### [WORK INSTRUCTION]
Exact copy required. Repeat the records, but keep the pictures out.

** Opening DATASET EXCERPTS block **

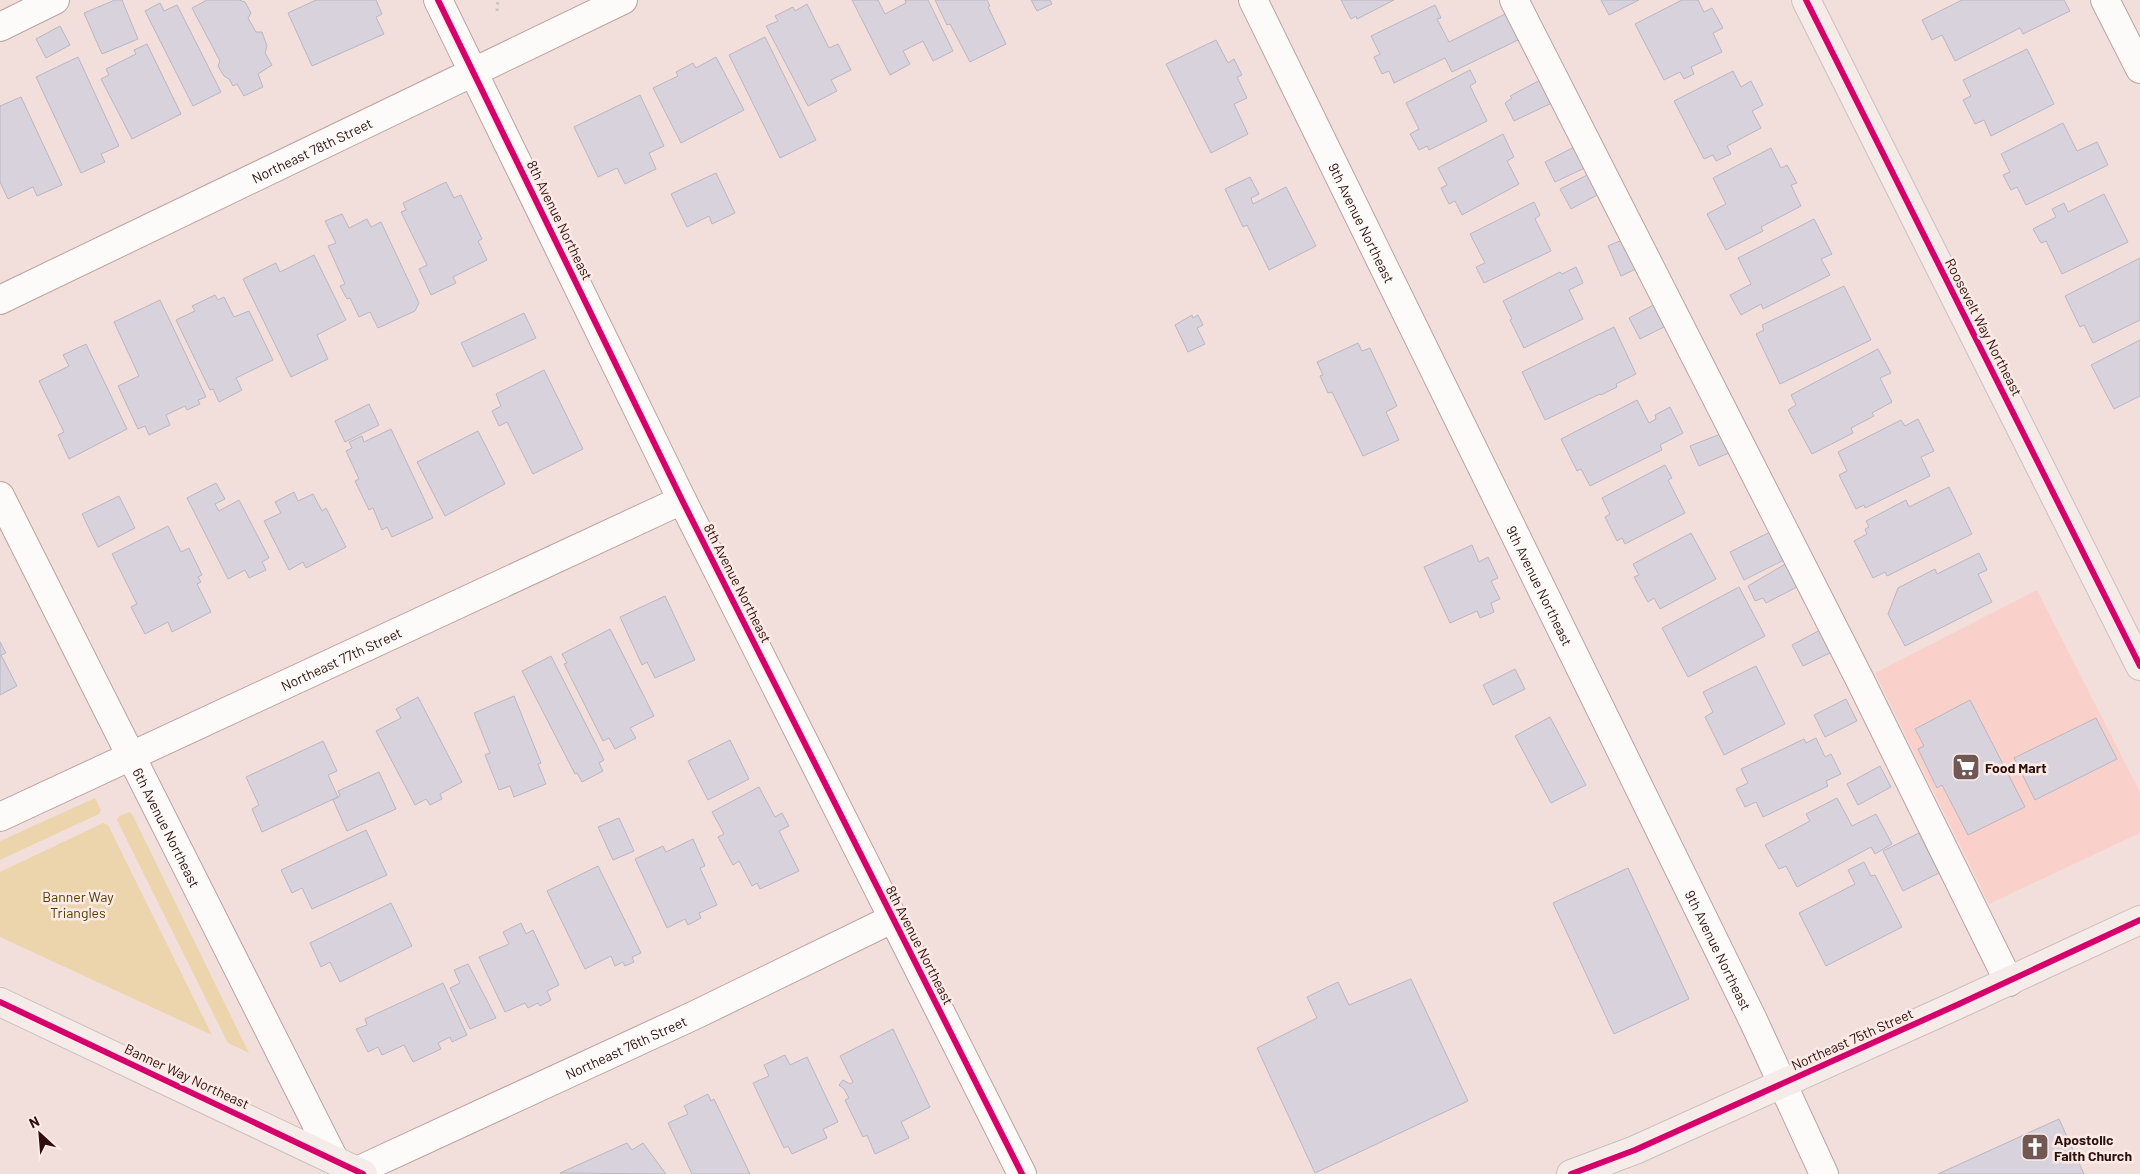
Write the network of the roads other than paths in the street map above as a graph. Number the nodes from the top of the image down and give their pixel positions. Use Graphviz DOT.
graph roads {
  1 [pos="55,0"];
  2 [pos="438,0"];
  3 [pos="623,0"];
  4 [pos="1253,0"];
  5 [pos="1514,0"];
  6 [pos="1806,0"];
  7 [pos="2105,0"];
  8 [pos="0,26"];
  9 [pos="2140,69"];
  10 [pos="474,72"];
  11 [pos="0,300"];
  12 [pos="0,496"];
  13 [pos="682,500"];
  14 [pos="2140,666"];
  15 [pos="131,756"];
  16 [pos="0,816"];
  17 [pos="892,919"];
  18 [pos="2140,920"];
  19 [pos="2009,982"];
  20 [pos="0,1002"];
  21 [pos="1783,1084"];
  22 [pos="352,1168"];
  23 [pos="1022,1174"];
  24 [pos="1571,1174"];
  25 [pos="1824,1174"];
  1 -- 8 [label="street"];
  2 -- 10 [label="street, 8th Avenue Northeast"];
  3 -- 10 [label="street, Northeast 78th Street"];
  4 -- 21 [label="street, 9th Avenue Northeast"];
  5 -- 19 [label="street"];
  6 -- 14 [label="main road, Roosevelt Way Northeast"];
  7 -- 9 [label="street"];
  10 -- 11 [label="street, Northeast 78th Street"];
  10 -- 13 [label="street, 8th Avenue Northeast"];
  12 -- 15 [label="street, 6th Avenue Northeast"];
  13 -- 15 [label="street, Northeast 77th Street"];
  13 -- 17 [label="street, 8th Avenue Northeast"];
  15 -- 16 [label="street, Northeast 77th Street"];
  15 -- 22 [label="street, 6th Avenue Northeast"];
  17 -- 22 [label="street, Northeast 76th Street"];
  17 -- 23 [label="street, 8th Avenue Northeast"];
  18 -- 19 [label="main road, Northeast 75th Street"];
  19 -- 21 [label="main road, Northeast 75th Street"];
  20 -- 22 [label="main road, Banner Way Northeast"];
  21 -- 24 [label="main road, Northeast 75th Street"];
  21 -- 25 [label="street, 9th Avenue Northeast"];
}
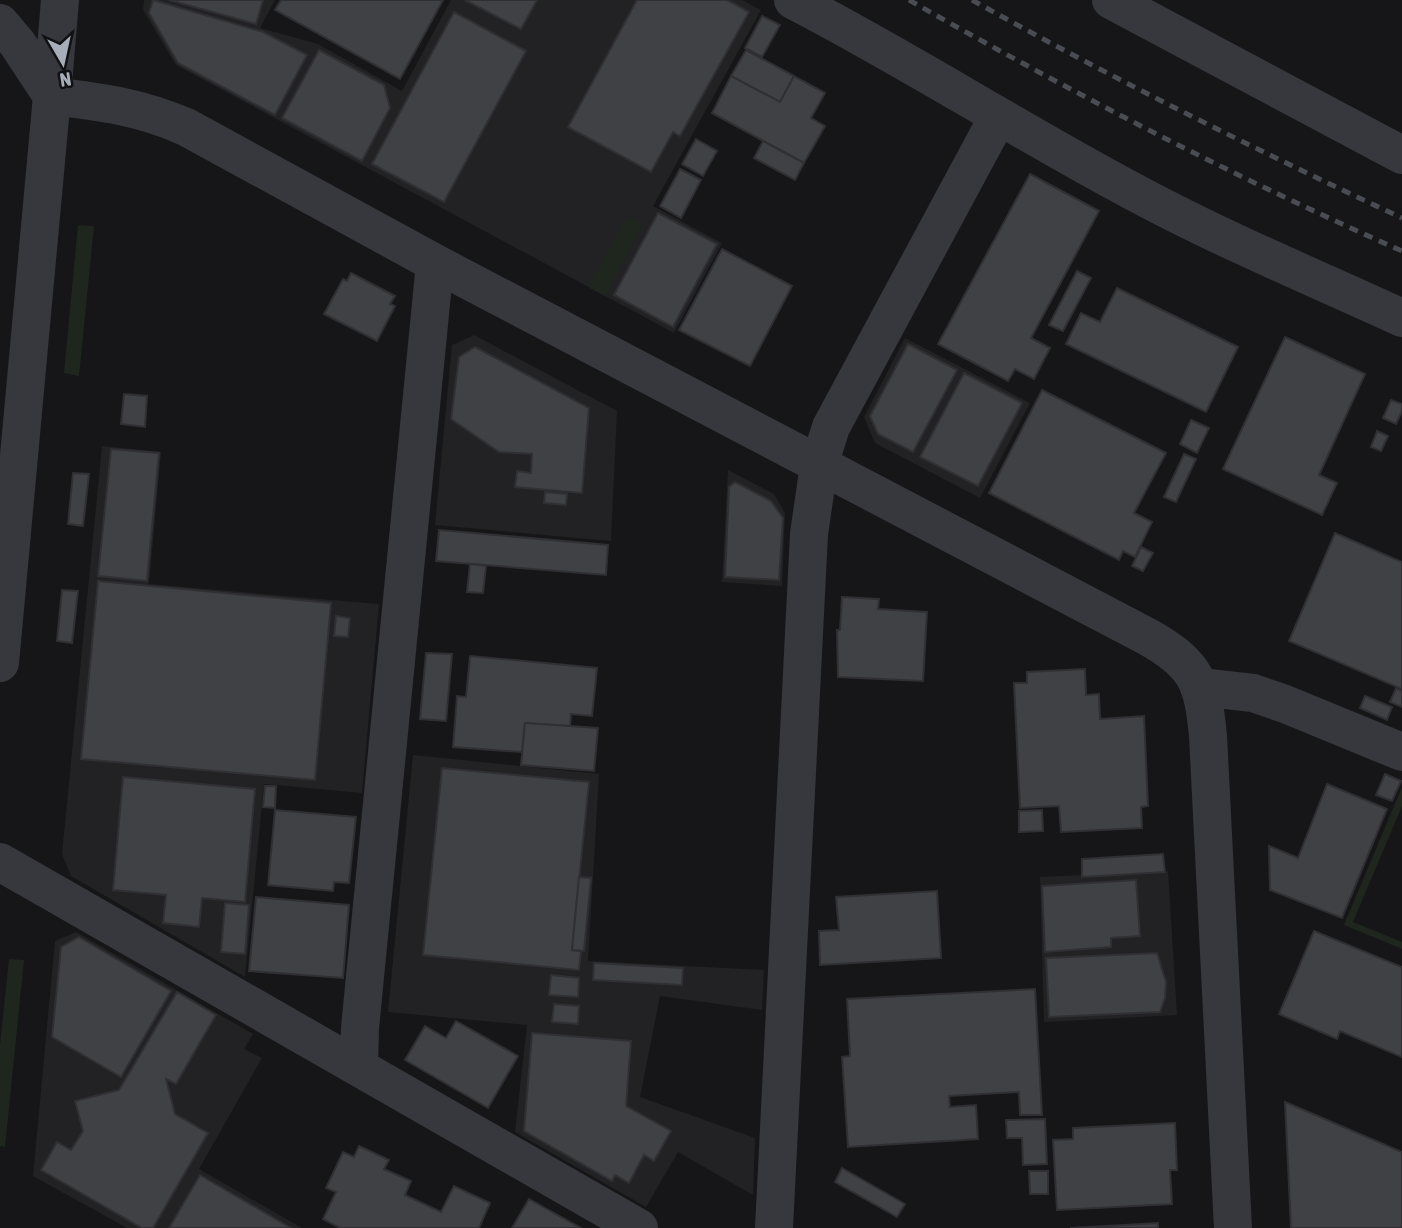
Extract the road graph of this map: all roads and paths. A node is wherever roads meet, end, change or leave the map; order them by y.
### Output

** Closing DATASET EXCERPTS block **

### [FINISHED TASK]
Write the network of the roads other than paths in the street map above as a graph. Number the nodes from the top of the image down and give their pixel positions. Use Graphviz DOT.
graph roads {
  1 [pos="55,0"];
  2 [pos="438,0"];
  3 [pos="623,0"];
  4 [pos="1253,0"];
  5 [pos="1514,0"];
  6 [pos="1806,0"];
  7 [pos="2105,0"];
  8 [pos="0,26"];
  9 [pos="2140,69"];
  10 [pos="474,72"];
  11 [pos="0,300"];
  12 [pos="0,496"];
  13 [pos="682,500"];
  14 [pos="2140,666"];
  15 [pos="131,756"];
  16 [pos="0,816"];
  17 [pos="892,919"];
  18 [pos="2140,920"];
  19 [pos="2009,982"];
  20 [pos="0,1002"];
  21 [pos="1783,1084"];
  22 [pos="352,1168"];
  23 [pos="1022,1174"];
  24 [pos="1571,1174"];
  25 [pos="1824,1174"];
  1 -- 8 [label="street"];
  2 -- 10 [label="street, 8th Avenue Northeast"];
  3 -- 10 [label="street, Northeast 78th Street"];
  4 -- 21 [label="street, 9th Avenue Northeast"];
  5 -- 19 [label="street"];
  6 -- 14 [label="main road, Roosevelt Way Northeast"];
  7 -- 9 [label="street"];
  10 -- 11 [label="street, Northeast 78th Street"];
  10 -- 13 [label="street, 8th Avenue Northeast"];
  12 -- 15 [label="street, 6th Avenue Northeast"];
  13 -- 15 [label="street, Northeast 77th Street"];
  13 -- 17 [label="street, 8th Avenue Northeast"];
  15 -- 16 [label="street, Northeast 77th Street"];
  15 -- 22 [label="street, 6th Avenue Northeast"];
  17 -- 22 [label="street, Northeast 76th Street"];
  17 -- 23 [label="street, 8th Avenue Northeast"];
  18 -- 19 [label="main road, Northeast 75th Street"];
  19 -- 21 [label="main road, Northeast 75th Street"];
  20 -- 22 [label="main road, Banner Way Northeast"];
  21 -- 24 [label="main road, Northeast 75th Street"];
  21 -- 25 [label="street, 9th Avenue Northeast"];
}
Extract the road graph of this map: all roads and paths. A node is wherever roads meet, end, change or leave the map; order them by y.
### Output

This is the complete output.